Özellikle hasta bir de diabetus mellitus, yani diyabet hastalığına, ya da yaygınca kullanılan bir diğer ismi ile şeker hastalığına yakalandı ise muhtemelen hasta pankreas duktal adenokarsinomunun ilk evrelerindedir.

Pankreas duktal adenokarsinomu hastalığı günümüzde çok sık görülen bir kanser türü değildir. Sık görülmemesine karşın tehlikeli bir kanser türü olan pankreas duktal adenokarsinomu için uygulanan ve her hasta için geçerli olan genel bir tedavi bulunmamaktadır. Tedavi çeşidi ve bu tedavinin süreci pankreas duktal adenokarsinomu hastasının tümörünün özelliklerine ve hastanın spesifik sağlık geçmişine göre değişim gösterebilir.

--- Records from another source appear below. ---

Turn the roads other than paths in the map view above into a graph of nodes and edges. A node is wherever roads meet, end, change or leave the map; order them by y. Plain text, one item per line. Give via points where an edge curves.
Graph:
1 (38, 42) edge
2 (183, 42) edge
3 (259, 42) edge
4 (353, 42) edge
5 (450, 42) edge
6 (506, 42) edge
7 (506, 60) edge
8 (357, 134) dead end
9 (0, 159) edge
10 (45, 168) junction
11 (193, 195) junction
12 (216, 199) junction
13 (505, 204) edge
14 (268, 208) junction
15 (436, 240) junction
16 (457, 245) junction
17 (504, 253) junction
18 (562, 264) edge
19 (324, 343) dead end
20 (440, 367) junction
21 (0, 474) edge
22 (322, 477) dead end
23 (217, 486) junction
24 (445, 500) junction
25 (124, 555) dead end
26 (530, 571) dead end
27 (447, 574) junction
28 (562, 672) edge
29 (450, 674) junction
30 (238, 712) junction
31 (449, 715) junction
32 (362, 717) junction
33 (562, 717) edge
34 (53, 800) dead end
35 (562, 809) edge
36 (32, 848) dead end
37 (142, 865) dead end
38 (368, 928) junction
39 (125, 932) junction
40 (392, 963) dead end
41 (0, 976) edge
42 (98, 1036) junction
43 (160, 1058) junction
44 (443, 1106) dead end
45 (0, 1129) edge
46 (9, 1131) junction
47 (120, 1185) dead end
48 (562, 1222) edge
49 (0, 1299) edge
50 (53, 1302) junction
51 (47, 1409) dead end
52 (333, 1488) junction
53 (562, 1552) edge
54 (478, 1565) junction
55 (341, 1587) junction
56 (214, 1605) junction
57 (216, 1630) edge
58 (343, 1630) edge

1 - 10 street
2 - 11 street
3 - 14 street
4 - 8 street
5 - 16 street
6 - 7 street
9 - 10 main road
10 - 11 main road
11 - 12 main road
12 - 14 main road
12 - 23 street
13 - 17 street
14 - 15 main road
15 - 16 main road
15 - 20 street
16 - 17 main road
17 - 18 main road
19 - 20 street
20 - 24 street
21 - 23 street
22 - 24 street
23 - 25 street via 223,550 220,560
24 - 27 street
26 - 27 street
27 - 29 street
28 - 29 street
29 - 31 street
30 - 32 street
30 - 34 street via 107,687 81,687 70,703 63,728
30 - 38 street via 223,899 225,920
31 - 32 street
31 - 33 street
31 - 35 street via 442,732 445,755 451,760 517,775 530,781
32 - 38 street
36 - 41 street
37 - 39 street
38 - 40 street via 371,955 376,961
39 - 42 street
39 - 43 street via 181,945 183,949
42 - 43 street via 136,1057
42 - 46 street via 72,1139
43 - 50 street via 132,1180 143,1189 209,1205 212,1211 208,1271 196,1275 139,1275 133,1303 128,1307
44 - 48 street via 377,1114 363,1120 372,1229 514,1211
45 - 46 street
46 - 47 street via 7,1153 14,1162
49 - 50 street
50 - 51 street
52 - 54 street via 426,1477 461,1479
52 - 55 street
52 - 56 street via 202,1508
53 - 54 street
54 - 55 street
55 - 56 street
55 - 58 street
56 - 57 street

Günümüzde, modern tıp teknolojilerinin geldiği noktada pankreas duktal adenokarsinomu hastalığı için uygulanan tedaviler son derece etkili tedaviler olabilmektedir. Özellikle hastalığın, yani pankreas duktal adenokarsinomunun erken evrelerde teşhis edilebilmesi için bu alanda yapılan çalışmalar hızlı bir şekilde devam etmektedir. Burada amaç hastayı tümörün erken evrelerinde tedavi etmek ve dolayısı ile tedaviden daha olumlu bir yanıt almaktır.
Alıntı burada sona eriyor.